On February 28th, 2018, I attended the EPA hearing at the Main Public Library alongside my fellow Environmental Club. The hearing was organized so that EPA representatives could hear the word of the people of the Bay Area, in reference to the recent announcement that the Clean Power Plan would be repealed. The people of the Bay Area who were dissatisfied with this ruling came to make their voices heard, including the students of SOTA. Below is the speech I delivered at the hearing from students at SOTA. The activists at this school inspire me.

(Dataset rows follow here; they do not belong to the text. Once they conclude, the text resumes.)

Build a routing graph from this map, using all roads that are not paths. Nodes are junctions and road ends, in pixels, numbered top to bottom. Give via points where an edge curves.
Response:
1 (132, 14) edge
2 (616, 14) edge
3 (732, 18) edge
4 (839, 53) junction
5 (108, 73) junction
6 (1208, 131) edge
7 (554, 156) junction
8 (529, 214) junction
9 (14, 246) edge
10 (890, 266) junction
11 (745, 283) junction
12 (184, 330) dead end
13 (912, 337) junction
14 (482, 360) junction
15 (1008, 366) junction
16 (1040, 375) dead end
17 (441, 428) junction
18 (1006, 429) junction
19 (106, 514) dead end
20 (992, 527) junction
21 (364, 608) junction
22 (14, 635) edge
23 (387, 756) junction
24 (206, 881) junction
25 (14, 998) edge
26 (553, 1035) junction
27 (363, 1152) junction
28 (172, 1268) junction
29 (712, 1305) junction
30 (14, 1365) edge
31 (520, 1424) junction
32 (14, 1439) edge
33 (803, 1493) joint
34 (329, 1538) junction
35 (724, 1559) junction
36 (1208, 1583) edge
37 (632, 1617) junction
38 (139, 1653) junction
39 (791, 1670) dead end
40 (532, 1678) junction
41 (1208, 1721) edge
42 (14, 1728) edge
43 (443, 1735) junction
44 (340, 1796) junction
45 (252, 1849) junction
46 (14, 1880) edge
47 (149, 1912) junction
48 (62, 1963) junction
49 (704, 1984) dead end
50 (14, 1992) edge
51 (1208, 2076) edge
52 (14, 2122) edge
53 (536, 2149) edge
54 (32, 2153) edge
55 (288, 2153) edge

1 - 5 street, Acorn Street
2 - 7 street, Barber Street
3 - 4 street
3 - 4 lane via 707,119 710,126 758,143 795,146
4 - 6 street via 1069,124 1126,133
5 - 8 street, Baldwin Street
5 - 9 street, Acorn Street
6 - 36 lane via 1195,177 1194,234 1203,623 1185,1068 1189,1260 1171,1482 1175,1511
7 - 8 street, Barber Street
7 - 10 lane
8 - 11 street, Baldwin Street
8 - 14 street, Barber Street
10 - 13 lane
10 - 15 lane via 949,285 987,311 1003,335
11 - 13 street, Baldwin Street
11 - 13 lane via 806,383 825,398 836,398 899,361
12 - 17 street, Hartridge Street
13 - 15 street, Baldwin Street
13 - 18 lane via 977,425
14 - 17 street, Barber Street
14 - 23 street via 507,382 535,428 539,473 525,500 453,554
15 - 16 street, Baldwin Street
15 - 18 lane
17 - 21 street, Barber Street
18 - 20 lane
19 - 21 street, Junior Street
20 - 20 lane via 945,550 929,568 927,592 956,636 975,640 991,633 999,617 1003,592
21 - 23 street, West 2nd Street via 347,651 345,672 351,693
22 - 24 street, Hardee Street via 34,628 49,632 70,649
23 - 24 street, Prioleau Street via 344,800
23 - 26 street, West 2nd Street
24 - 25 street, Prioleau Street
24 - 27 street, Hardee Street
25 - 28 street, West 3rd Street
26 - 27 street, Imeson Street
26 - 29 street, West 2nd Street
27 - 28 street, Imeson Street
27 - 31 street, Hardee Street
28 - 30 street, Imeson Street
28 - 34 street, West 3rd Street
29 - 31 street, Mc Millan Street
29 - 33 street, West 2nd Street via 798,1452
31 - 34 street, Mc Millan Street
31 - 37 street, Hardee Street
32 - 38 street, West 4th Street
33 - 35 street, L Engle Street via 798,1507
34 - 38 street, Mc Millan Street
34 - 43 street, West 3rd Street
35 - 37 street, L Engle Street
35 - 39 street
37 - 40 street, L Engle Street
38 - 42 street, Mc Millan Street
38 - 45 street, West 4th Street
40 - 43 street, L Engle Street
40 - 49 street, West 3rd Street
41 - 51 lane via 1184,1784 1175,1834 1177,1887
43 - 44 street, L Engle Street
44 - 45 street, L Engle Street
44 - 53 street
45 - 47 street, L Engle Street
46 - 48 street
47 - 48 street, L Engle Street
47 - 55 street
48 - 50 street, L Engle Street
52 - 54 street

___________________________________________________________________________
Hello, My name is Max Chu, and I am a 16 year old student. Today, I am here to bring to your attention one very specific idea that I find important and want to share with you, and that is a seed vault. A seed vault is a place where lots and lots of different types of seeds are kept, and in the event that some one of the species kept in the vault goes extinct, scientists can go into the seed vault, replant that plant, and the species is saved. These vaults actually exist, and the one that is most popular and the one I would like to bring to your attention is the seed vault in the archipelago of Norway called Svalbard. The vault is nicknamed the “Doomsday Vault” due to the fact that if the world were to ever need the vault, we would be in or past the point of “Doomsday” and would need the seeds in the vault to reestablish society. This vault is encased in 120 meters of sandstone and chilled in permafrost. What I would like to tell you is that the permafrost is melting. This idea of frost that would never melt, hence the suffix perma-, is melting. The vault is about 800 miles from the north pole but the north pole was 60-70 degrees warmer than normal this last winter, and so the permafrost is melting around the vault, the seeds are at risk, and so when “Doomsday” comes, we’ll have no contingency plan. What I ask of you, EPA representatives, is that in light of this hope of the vault under threat of being extinguished, I ask that you give us some semblance of hope that we are trying to stop this. That we are working against the “Doomsday” and not with. Thank you.